Netza I. Albarrán Razo – Enviado especial
Ciudad del Vaticano, Mayo 9.- En la majestuosa Capilla Sixtina, donde las pinturas de Miguel Ángel imponen silencio y asombro, hay un sitio escondido que pocos conocen, pero que guarda uno de los momentos más íntimos y transformadores del catolicismo, la llamada “Sala del Llanto” o “Sala de las Lágrimas”, lugar al que entra el nuevo Papa apenas unos minutos después de haber sido elegido en el Cónclave.
Se trata de una pequeña habitación situada a la izquierda del altar de la Capilla Sixtina, justo detrás del mural del Juicio Final. Desde fuera, sólo se ve una modesta puerta cerrada. Pero al otro lado, comienza la transformación de un hombre común que entró como cardenal y que ahora se convierte en el Vicario de Cristo.
Allí, en soledad, el Papa recién elegido se cambia de ropa y reza durante unos minutos. El ceremoniero pontificio, Monseñor Marco Agostini, describe el momento con claridad: “Allí, el Papa toma conciencia de lo que ha llegado a ser, de lo que es a partir de ese momento”.
La sala es angosta, casi austera.
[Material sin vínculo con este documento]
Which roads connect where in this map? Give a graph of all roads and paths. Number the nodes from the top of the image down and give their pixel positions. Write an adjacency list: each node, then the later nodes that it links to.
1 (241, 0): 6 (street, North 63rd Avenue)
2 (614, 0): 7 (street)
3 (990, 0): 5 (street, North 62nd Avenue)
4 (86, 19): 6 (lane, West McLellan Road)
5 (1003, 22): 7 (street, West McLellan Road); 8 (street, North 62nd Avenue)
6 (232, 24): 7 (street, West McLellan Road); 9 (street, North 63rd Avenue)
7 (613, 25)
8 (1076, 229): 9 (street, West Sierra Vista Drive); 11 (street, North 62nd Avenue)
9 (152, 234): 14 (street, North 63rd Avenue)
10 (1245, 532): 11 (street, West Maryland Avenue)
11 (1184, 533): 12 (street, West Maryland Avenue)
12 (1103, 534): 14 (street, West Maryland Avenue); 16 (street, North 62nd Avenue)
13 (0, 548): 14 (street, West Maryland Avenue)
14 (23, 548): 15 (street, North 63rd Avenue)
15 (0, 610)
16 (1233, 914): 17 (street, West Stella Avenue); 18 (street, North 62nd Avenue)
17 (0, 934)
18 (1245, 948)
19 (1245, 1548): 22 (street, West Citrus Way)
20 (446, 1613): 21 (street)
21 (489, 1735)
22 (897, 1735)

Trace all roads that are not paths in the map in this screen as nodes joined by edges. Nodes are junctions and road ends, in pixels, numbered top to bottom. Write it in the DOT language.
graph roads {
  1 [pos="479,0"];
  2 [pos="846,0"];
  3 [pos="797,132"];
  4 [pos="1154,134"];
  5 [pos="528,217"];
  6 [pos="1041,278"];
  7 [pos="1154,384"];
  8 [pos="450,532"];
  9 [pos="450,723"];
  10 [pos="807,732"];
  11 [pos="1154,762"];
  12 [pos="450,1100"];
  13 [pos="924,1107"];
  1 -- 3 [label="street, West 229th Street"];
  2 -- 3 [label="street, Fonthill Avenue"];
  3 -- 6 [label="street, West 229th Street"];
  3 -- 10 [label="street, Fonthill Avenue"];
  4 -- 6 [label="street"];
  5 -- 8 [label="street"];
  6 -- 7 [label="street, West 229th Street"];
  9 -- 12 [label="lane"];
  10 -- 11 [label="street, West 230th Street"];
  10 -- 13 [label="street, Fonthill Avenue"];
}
Contiene dos escaleras, una que sube y otra que baja, una ventana, una mesa con dos sillas de madera, un pequeño sofá rojo y un perchero. El mobiliario es mínimo, ahí lo que abunda es el silencio que envuelve al nuevo Pontífice mientras se enfrenta a una soledad abrumadora, en la que ya no está rodeado de cardenales, ni cámaras, ni votos. Está solo ante Dios.
En este lugar le esperan tres sotanas blancas, cada una de distinta talla. El Papa elige la que mejor se ajusta a su cuerpo, pero más importante aún, esa vestidura será la que lo distinga para siempre. Es un momento simbólicamente potente. “Es una verdadera investidura —explica Agostini—, algo más antiguo y profundo que un simple cambio de ropa. Tradición y rito que adquieren un significado poderoso, no sólo formal, sino espiritual”.
La sala es conocida como “La Sala del Llanto” desde hace más de cuatro siglos. Una lápida empotrada en una de sus paredes lo recuerda permanentemente, “En esta sala, denominada ‘del llanto’ desde Gregorio XIV, quien aquí, el 5 de diciembre de 1590, recién elegido Papa, derramó lágrimas de emoción, el nuevo Pontífice, después de aceptar la elección, se viste con los atuendos propios”. Desde entonces, muchos Papas han llorado al cruzar la puerta, abrumados por la magnitud del encargo que están por asumir.
Tras los días agitados del Cónclave, el nuevo Papa se encuentra por primera vez a solas consigo mismo, y es precisamente en ese momento de aislamiento donde la conciencia lo atraviesa como un relámpago, pues ya no es sólo un cardenal entre cardenales. Desde ese instante, porta el peso de la Iglesia Católica Universal. Asume el mandato petrino y con ello, el liderazgo de más de mil 400 millones de fieles católicos en el mundo.
Lo que ocurre en la “Sala de las Lágrimas” es más que una formalidad, es el inicio de una renuncia personal. Allí, el nuevo Papa comprende que el oficio es más grande que él. Que deberá, en cierto sentido, morir cada día a sí mismo para que no sobresalga su persona, sino el ministerio. Como sucesor de Pedro, su voz será escuchada en todo el mundo, pero su ego deberá desaparecer tras los pliegues blancos de la sotana.
Ese contraste entre lo grandioso de la Capilla Sixtina y la sobriedad de esta sala modesta tiene un impacto notable, como recuerda Monseñor Agostini. “Es impactante pasar de la imponente y emblemática Capilla Sixtina a la modesta y solitaria “Sala del Llanto”.
Es, quizá, en ese pequeño cuarto escondido, más que en la fumata blanca o en el “Habemus Papam”, donde realmente nace un nuevo Papa.